06. Perkara Seungbin

63 15 0
                                    

- Jihye

     Sekitar satu menit yang lalu, aku, Yeonji dan Seungbin sempat mengusuli siapa yang pulang dengan siapa. Awalnya, Seungbin menawari adiknya untuk pulang bersama, akan tetapi Yeonji menolak, dia tidak ingin pulang naik motor melainkan bus. Dia juga beralasan kakak laki-lakinya itu terlalu ngebut-ngebutan di jalan raya (ini benar karena aku hampir saja mati tertabrak).

     Sepanjang adu mulut di antara mereka, aku hanya bisa menyimak, (kurang lebih mereka mirip denganku dan Kak Minhee kalau sudah beradu argumen).
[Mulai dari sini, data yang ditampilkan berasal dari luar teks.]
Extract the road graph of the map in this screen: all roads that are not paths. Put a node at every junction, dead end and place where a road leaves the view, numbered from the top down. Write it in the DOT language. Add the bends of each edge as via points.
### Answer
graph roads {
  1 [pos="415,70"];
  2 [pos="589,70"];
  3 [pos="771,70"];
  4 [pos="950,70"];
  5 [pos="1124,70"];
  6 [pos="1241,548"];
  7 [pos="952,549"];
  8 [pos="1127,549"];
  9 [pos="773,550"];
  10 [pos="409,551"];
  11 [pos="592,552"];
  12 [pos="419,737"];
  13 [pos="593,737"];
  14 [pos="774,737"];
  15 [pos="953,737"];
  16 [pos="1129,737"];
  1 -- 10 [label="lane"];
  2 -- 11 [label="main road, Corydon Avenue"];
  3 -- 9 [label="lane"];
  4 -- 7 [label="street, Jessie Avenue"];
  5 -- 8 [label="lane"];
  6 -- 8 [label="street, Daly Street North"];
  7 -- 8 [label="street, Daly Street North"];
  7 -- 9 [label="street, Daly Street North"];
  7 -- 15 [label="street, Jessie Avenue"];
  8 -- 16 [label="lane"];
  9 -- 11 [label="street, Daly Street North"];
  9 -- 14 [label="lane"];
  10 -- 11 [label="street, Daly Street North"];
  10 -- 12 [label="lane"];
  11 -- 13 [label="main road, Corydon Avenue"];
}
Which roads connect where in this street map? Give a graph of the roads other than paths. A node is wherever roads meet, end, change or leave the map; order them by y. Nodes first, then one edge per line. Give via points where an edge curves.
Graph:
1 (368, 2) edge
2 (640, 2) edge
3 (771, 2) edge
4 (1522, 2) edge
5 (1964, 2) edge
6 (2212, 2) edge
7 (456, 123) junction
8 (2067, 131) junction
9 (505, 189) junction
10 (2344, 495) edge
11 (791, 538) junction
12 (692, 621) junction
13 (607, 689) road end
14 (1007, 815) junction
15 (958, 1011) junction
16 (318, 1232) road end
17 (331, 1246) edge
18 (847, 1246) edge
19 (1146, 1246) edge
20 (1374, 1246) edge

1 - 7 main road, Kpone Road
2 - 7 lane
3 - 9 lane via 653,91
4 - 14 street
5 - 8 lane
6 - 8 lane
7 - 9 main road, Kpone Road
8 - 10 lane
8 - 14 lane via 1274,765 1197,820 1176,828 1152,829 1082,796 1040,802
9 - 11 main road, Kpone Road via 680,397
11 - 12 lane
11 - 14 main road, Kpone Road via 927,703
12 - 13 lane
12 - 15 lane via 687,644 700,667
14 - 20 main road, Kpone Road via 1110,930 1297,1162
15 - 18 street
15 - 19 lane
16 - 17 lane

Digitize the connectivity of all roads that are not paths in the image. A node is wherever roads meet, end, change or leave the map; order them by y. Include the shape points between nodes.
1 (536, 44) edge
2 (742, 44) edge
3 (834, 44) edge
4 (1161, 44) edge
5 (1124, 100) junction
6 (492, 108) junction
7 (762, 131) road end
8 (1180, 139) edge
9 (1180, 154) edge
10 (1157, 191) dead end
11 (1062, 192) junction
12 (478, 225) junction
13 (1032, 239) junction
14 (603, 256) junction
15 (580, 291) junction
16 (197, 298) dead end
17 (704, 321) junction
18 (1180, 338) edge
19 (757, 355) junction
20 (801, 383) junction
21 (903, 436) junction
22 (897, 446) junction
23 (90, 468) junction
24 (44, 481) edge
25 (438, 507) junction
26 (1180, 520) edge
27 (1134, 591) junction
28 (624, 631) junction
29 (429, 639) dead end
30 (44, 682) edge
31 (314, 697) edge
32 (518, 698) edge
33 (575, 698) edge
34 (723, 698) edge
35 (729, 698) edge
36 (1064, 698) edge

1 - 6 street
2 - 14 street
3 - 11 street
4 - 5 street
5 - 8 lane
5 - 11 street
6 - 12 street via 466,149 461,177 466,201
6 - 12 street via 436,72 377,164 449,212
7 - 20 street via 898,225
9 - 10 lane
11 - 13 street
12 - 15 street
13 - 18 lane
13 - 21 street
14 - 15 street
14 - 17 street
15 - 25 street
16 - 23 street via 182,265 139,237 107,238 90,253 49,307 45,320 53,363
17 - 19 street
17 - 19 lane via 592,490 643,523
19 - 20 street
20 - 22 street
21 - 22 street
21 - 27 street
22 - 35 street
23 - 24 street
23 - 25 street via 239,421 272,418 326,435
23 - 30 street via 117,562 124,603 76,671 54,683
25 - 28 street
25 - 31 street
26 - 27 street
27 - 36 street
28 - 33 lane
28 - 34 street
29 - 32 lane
Di sela-sela itu, aku unjuk diri mengusuli ide, Seungbin pulang sendiri lalu biar aku dan Yeonji yang pulang menggunakan bus. Hitung-hitung agar terbiasa pulang dan pergi bersama. Dan mereka akhirnya menyetujui usulan tersebut.

     Saat ini, kami berdua sudah berada di dalam bus dan mengambil tempat duduk paling tengah. Yeonji duduk sebelah kanan, dekat dengan jendela bus. Sementara aku berada di sampingnya.

     Begitu memperhatikan Yeonji yang terdiam sambil menatap kosong ke arah jendela, aku bisa menebak suasana hatinya sedang tidak baik. Mungkin karena Seungbin, kurasa. Dan beberapa saat yang lalu pun kami berdua tidak berbicara apa-apa lagi. Sangat canggung bagiku.

     Lalu aku mencoba untuk memecah keheningan di antara kami. Tidak baik, jika salah seorang sepupu yang kau kenal sedang kesal atau bersedih tapi kau tidak berusaha mencoba menghiburnya dan membuat relasi yang baik dengannya bukan?

     "Ya, Yeonji." Dia menoleh kemudian kembali menatap ke arah jendela.

     "Apa kau suka makanan manis?"

     Lantas aku merogoh-rogoh ranselku barangkali ada cokelat batangan atau permen loli yang selalu kubawa untuk cemilan, ini justru bisa meningkatkan mood seseorang. Dan tips ini juga berhasil padaku. Kemudian mengulurkan batangan cokelat itu padanya. Yeonji melirik sebentar lalu menatap kembali ke jendela.

     "Tidak, terima kasih. Aku alergi dengan cokelat, onnie."

     Aku ber-oh rendah. Ada rasa malu yang menjalari lalu memasukkan kembali batangan cokelat itu ke dalam ransel. Aku pun mencoba cara lain yang lebih halus.

     "Yeonji-ssi. Aku ada tebak-tebakan. Apa yang nembak ke lantai lalu nusuk ke hidung?"

     Yeonji menoleh sekilas lalu mengidikkan bahu. Walau kurasa dia tidak tertarik, tapi dia bisa mendengar apa yang kukatakan.

     "Kau tahu apa? Ya jawabannya adalah kentut. Karena kalau kau sudah duduk di lantai lalu menembaknya. Maka orang di belakangmu akan tertusuk bau busuknya itu."

     Setelah aku menyebutnya, Yeonji sama sekali tidak tertawa. Padahal Kak Minhee saja sampai tertawa terbahak-bahak, menggeliat-liat tak karuan. Ternyata selera humornya tidak serendah itu ya?

     "Hei. Ada apa? Kau bisa menceritakannya padaku kalau itu membuatmu lebih baik," saranku sambil mengelus kepangan rambutnya setelah usaha yang telah kucoba tidak berhasil. Yeonji akhirnya menoleh dan menatapku lekat-lekat dan aku melihat dari kedua netranya, ada berupa semacam kekecewaan yang begitu dalam.

     "Onnie pasti dengar kan, kalau Oppa tadi bilang dia akan pulang terlambat?"

     Aku mengangguk setuju. Lalu Yeonji meneruskan, "Itulah yang tidak kusuka darinya. Tidak seperti dirinya yang dulu. Aku juga sudah bilang pada onnie kalau dia belakangan ini menutup diri, terutama pada keluarganya sendiri."

     Aku menaikkan satu alis, tidak bisa membayangkan bagaimana Seungbin enggan terbuka dengan mereka. Pernyataan Yeonji barusan serius membuatku tercengang lantaran tadi pagi di sekolah Yeonji tidak mengatakan semuanya dari awal.